- **Work request**: Leave the pictures out and give every entry again exactly.

[Start of section]

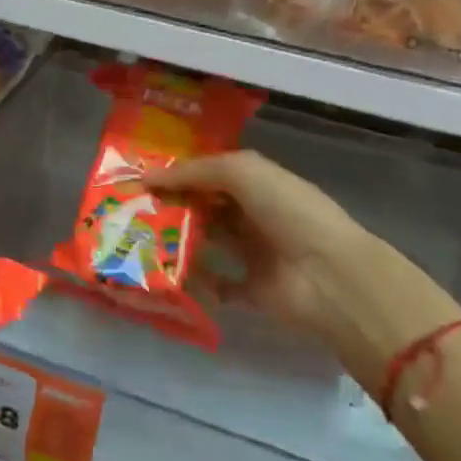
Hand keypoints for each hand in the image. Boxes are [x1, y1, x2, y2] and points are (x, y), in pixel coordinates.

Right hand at [145, 150, 376, 338]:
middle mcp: (255, 214)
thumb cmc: (287, 211)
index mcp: (258, 183)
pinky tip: (169, 273)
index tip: (140, 178)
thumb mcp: (241, 171)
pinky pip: (217, 285)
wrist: (329, 275)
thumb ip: (194, 171)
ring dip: (179, 240)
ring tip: (141, 238)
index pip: (211, 173)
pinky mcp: (251, 289)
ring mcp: (254, 252)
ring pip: (208, 242)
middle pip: (206, 206)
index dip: (179, 174)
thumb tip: (148, 177)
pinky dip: (197, 282)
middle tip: (132, 209)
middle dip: (173, 206)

[End of section]

- **Expected answer**:
Hand keypoints for each hand in the image. Boxes are [x1, y1, x2, y2] and points are (x, y), in pixel coordinates.

Right hand at [145, 150, 376, 338]:
middle mcp: (255, 214)
thumb cmc: (287, 211)
index mcp: (258, 183)
pinky tip: (169, 273)
index tip: (140, 178)
thumb mcp: (241, 171)
pinky pip: (217, 285)
wrist: (329, 275)
thumb ip: (194, 171)
ring dip: (179, 240)
ring tip: (141, 238)
index pip: (211, 173)
pinky mcp: (251, 289)
ring mcp: (254, 252)
ring pip: (208, 242)
middle pip: (206, 206)
index dip: (179, 174)
thumb tip: (148, 177)
pinky dip: (197, 282)
middle tip: (132, 209)
middle dip: (173, 206)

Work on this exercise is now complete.